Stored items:
────────────────────

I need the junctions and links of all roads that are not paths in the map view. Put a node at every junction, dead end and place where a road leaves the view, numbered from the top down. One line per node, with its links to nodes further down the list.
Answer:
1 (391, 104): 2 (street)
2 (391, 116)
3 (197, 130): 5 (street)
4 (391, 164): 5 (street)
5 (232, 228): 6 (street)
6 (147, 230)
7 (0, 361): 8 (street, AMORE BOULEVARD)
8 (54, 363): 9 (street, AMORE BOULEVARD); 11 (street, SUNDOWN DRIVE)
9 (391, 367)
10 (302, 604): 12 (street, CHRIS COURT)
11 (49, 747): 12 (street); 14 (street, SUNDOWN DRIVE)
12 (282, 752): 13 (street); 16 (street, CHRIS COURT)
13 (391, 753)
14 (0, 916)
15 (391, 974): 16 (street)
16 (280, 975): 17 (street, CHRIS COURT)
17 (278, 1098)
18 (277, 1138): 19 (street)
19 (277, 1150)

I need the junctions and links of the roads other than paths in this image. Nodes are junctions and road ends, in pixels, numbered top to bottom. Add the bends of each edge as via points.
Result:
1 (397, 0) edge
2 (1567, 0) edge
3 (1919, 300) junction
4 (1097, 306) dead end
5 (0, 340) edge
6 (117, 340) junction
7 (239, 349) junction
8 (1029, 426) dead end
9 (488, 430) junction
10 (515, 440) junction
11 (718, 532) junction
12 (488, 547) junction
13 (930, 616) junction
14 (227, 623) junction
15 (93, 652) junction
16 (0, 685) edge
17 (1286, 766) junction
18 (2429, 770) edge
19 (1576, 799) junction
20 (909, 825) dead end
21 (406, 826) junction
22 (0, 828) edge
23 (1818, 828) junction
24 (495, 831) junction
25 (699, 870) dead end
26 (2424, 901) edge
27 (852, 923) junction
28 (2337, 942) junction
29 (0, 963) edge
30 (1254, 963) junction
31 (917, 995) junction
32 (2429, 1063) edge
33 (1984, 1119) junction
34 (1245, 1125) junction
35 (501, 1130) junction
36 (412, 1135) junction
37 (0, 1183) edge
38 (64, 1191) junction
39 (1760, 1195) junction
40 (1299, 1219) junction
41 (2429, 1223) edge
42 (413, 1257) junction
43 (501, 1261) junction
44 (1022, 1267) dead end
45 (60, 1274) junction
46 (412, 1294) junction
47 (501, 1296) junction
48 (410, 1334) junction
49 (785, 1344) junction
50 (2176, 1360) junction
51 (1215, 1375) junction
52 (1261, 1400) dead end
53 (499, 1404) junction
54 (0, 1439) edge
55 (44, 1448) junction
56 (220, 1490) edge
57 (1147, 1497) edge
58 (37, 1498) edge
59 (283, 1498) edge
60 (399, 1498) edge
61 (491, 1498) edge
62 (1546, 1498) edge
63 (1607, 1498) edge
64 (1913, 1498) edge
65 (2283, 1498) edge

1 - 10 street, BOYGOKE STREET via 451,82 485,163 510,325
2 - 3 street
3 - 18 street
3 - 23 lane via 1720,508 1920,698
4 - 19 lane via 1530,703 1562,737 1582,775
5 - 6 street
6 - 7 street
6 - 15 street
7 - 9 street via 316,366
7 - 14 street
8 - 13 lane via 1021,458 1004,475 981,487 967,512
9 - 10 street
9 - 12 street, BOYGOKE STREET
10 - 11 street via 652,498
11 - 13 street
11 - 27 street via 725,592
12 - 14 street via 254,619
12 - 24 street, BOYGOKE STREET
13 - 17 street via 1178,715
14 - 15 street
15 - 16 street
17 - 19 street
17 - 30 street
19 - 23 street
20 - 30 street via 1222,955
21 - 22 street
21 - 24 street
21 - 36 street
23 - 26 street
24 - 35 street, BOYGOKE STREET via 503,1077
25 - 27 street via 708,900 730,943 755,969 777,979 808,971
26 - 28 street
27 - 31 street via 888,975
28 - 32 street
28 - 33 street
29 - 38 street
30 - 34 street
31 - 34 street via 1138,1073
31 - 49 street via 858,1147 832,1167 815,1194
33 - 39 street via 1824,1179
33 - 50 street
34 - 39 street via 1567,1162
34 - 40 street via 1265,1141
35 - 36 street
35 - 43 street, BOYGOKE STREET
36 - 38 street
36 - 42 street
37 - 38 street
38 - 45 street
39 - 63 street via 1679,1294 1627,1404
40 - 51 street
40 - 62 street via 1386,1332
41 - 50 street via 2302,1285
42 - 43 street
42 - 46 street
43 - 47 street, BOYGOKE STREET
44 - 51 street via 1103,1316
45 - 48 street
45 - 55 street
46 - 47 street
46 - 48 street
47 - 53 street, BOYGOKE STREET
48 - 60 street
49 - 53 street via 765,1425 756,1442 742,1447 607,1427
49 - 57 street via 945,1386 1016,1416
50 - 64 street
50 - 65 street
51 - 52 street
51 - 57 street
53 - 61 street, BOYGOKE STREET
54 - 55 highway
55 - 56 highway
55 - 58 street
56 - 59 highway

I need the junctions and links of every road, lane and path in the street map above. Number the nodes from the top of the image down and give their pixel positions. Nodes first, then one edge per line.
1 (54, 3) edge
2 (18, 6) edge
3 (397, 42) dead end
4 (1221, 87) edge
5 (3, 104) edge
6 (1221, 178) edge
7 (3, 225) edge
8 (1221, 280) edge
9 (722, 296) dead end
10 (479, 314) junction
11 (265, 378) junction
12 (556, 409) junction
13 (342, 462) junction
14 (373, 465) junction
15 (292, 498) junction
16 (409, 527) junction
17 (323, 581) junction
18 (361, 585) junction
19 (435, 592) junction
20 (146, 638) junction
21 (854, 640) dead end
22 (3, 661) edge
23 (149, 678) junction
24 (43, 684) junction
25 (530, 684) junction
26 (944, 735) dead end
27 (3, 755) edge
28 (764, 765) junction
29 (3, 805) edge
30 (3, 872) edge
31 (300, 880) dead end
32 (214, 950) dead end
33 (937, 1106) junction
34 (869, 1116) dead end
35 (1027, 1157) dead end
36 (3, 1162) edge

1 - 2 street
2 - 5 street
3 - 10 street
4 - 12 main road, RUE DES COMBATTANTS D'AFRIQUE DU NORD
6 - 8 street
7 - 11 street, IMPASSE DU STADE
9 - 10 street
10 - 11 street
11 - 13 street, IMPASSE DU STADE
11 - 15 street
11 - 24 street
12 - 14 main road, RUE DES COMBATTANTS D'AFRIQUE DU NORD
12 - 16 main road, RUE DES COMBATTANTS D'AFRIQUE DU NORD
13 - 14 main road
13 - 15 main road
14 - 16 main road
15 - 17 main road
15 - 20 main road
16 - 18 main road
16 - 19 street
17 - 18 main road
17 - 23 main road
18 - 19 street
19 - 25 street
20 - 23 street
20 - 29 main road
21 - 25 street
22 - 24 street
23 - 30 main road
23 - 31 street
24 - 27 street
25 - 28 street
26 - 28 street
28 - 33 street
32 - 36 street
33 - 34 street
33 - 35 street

────────────────────

Gather all lines from the records above in which "NORD" appears.

• FINISHED EXERCISE
4 - 12 main road, RUE DES COMBATTANTS D'AFRIQUE DU NORD
12 - 14 main road, RUE DES COMBATTANTS D'AFRIQUE DU NORD
12 - 16 main road, RUE DES COMBATTANTS D'AFRIQUE DU NORD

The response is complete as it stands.